* [Problem details]:
Could you reproduce every record below exactly as written?

* [Extracted material]:
——

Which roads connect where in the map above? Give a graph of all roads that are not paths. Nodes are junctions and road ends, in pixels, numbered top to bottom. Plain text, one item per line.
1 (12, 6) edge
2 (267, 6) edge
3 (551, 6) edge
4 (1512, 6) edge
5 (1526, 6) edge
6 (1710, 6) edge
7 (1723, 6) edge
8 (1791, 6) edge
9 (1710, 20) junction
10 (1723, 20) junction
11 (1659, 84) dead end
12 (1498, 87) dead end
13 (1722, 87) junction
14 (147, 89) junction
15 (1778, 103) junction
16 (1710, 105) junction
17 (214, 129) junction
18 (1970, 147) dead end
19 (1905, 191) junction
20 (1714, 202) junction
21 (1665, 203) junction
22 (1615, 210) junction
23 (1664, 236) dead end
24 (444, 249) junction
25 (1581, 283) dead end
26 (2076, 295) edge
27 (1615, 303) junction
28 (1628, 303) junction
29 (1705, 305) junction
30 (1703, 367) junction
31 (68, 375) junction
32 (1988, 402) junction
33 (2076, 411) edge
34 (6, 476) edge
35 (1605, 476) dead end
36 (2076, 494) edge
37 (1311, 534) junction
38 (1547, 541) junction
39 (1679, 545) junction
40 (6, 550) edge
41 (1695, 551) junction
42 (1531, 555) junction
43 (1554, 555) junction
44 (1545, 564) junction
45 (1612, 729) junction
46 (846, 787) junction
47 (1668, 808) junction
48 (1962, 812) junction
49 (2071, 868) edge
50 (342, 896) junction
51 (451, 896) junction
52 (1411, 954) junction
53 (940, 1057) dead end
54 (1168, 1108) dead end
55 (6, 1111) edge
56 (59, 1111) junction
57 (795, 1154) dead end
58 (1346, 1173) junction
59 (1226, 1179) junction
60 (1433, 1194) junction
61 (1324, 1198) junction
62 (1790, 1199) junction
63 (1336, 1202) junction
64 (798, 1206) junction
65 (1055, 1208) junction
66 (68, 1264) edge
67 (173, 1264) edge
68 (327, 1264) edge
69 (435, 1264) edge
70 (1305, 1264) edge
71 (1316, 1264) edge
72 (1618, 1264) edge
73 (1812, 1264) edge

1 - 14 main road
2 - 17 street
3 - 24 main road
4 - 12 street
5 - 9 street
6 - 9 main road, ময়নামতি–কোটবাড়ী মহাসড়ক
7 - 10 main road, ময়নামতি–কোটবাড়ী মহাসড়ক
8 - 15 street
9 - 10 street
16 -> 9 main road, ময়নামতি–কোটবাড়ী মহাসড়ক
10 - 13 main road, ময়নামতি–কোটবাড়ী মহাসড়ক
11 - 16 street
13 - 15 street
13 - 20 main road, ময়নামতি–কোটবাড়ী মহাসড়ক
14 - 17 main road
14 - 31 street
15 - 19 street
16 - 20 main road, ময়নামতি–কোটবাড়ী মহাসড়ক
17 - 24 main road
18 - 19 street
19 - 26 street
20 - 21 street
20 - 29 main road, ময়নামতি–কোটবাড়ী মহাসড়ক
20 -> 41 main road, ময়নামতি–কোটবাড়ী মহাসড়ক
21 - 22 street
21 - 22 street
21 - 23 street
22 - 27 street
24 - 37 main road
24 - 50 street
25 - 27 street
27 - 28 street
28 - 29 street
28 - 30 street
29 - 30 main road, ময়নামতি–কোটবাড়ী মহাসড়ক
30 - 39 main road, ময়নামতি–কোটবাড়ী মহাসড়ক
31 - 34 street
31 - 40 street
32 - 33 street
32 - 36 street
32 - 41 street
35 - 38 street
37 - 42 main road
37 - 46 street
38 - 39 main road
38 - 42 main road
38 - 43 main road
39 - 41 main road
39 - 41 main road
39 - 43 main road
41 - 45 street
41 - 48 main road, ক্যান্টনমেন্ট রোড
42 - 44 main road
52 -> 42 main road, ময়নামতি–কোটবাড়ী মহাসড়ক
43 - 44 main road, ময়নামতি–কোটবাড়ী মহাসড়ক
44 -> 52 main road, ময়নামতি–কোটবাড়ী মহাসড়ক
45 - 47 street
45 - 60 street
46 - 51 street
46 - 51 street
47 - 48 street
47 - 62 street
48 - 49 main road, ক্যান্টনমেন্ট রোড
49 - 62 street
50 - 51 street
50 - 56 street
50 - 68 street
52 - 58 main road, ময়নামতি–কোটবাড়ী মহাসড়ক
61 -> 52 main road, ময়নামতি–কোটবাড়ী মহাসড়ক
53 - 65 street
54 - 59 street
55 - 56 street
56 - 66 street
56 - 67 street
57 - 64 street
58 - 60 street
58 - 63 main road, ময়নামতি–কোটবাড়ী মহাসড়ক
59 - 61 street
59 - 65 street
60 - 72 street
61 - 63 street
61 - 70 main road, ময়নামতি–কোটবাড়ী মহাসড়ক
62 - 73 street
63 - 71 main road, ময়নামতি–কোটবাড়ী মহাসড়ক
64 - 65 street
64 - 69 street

——

* [Result]:
Which roads connect where in the map above? Give a graph of all roads that are not paths. Nodes are junctions and road ends, in pixels, numbered top to bottom. Plain text, one item per line.
1 (12, 6) edge
2 (267, 6) edge
3 (551, 6) edge
4 (1512, 6) edge
5 (1526, 6) edge
6 (1710, 6) edge
7 (1723, 6) edge
8 (1791, 6) edge
9 (1710, 20) junction
10 (1723, 20) junction
11 (1659, 84) dead end
12 (1498, 87) dead end
13 (1722, 87) junction
14 (147, 89) junction
15 (1778, 103) junction
16 (1710, 105) junction
17 (214, 129) junction
18 (1970, 147) dead end
19 (1905, 191) junction
20 (1714, 202) junction
21 (1665, 203) junction
22 (1615, 210) junction
23 (1664, 236) dead end
24 (444, 249) junction
25 (1581, 283) dead end
26 (2076, 295) edge
27 (1615, 303) junction
28 (1628, 303) junction
29 (1705, 305) junction
30 (1703, 367) junction
31 (68, 375) junction
32 (1988, 402) junction
33 (2076, 411) edge
34 (6, 476) edge
35 (1605, 476) dead end
36 (2076, 494) edge
37 (1311, 534) junction
38 (1547, 541) junction
39 (1679, 545) junction
40 (6, 550) edge
41 (1695, 551) junction
42 (1531, 555) junction
43 (1554, 555) junction
44 (1545, 564) junction
45 (1612, 729) junction
46 (846, 787) junction
47 (1668, 808) junction
48 (1962, 812) junction
49 (2071, 868) edge
50 (342, 896) junction
51 (451, 896) junction
52 (1411, 954) junction
53 (940, 1057) dead end
54 (1168, 1108) dead end
55 (6, 1111) edge
56 (59, 1111) junction
57 (795, 1154) dead end
58 (1346, 1173) junction
59 (1226, 1179) junction
60 (1433, 1194) junction
61 (1324, 1198) junction
62 (1790, 1199) junction
63 (1336, 1202) junction
64 (798, 1206) junction
65 (1055, 1208) junction
66 (68, 1264) edge
67 (173, 1264) edge
68 (327, 1264) edge
69 (435, 1264) edge
70 (1305, 1264) edge
71 (1316, 1264) edge
72 (1618, 1264) edge
73 (1812, 1264) edge

1 - 14 main road
2 - 17 street
3 - 24 main road
4 - 12 street
5 - 9 street
6 - 9 main road, ময়নামতি–কোটবাড়ী মহাসড়ক
7 - 10 main road, ময়নামতি–কোটবাড়ী মহাসড়ক
8 - 15 street
9 - 10 street
16 -> 9 main road, ময়নামতি–কোটবাড়ী মহাসড়ক
10 - 13 main road, ময়নামতি–কোটবাড়ী মহাসড়ক
11 - 16 street
13 - 15 street
13 - 20 main road, ময়নামতি–কোটবাড়ী মহাসড়ক
14 - 17 main road
14 - 31 street
15 - 19 street
16 - 20 main road, ময়নামতি–কোটবাড়ী মহাসড়ক
17 - 24 main road
18 - 19 street
19 - 26 street
20 - 21 street
20 - 29 main road, ময়নামতি–কোটবাড়ী মহাসড়ক
20 -> 41 main road, ময়নামতি–কোটবাড়ী মহাসড়ক
21 - 22 street
21 - 22 street
21 - 23 street
22 - 27 street
24 - 37 main road
24 - 50 street
25 - 27 street
27 - 28 street
28 - 29 street
28 - 30 street
29 - 30 main road, ময়নামতি–কোটবাড়ী মহাসড়ক
30 - 39 main road, ময়নামতি–কোটবাড়ী মহাসড়ক
31 - 34 street
31 - 40 street
32 - 33 street
32 - 36 street
32 - 41 street
35 - 38 street
37 - 42 main road
37 - 46 street
38 - 39 main road
38 - 42 main road
38 - 43 main road
39 - 41 main road
39 - 41 main road
39 - 43 main road
41 - 45 street
41 - 48 main road, ক্যান্টনমেন্ট রোড
42 - 44 main road
52 -> 42 main road, ময়নামতি–কোটবাড়ী মহাসড়ক
43 - 44 main road, ময়নামতি–কোটবাড়ী মহাসড়ক
44 -> 52 main road, ময়নামতি–কোটবাড়ী মহাসড়ক
45 - 47 street
45 - 60 street
46 - 51 street
46 - 51 street
47 - 48 street
47 - 62 street
48 - 49 main road, ক্যান্টনমেন্ট রোড
49 - 62 street
50 - 51 street
50 - 56 street
50 - 68 street
52 - 58 main road, ময়নামতি–কোটবাড়ী মহাসড়ক
61 -> 52 main road, ময়নামতি–কোটবাড়ী মহাসড়ক
53 - 65 street
54 - 59 street
55 - 56 street
56 - 66 street
56 - 67 street
57 - 64 street
58 - 60 street
58 - 63 main road, ময়নামতি–কোটবাড়ী মহাসড়ক
59 - 61 street
59 - 65 street
60 - 72 street
61 - 63 street
61 - 70 main road, ময়নামতি–কোটবাড়ী মহাসড়ক
62 - 73 street
63 - 71 main road, ময়নামতি–কোটবাড়ী মহাসড়ক
64 - 65 street
64 - 69 street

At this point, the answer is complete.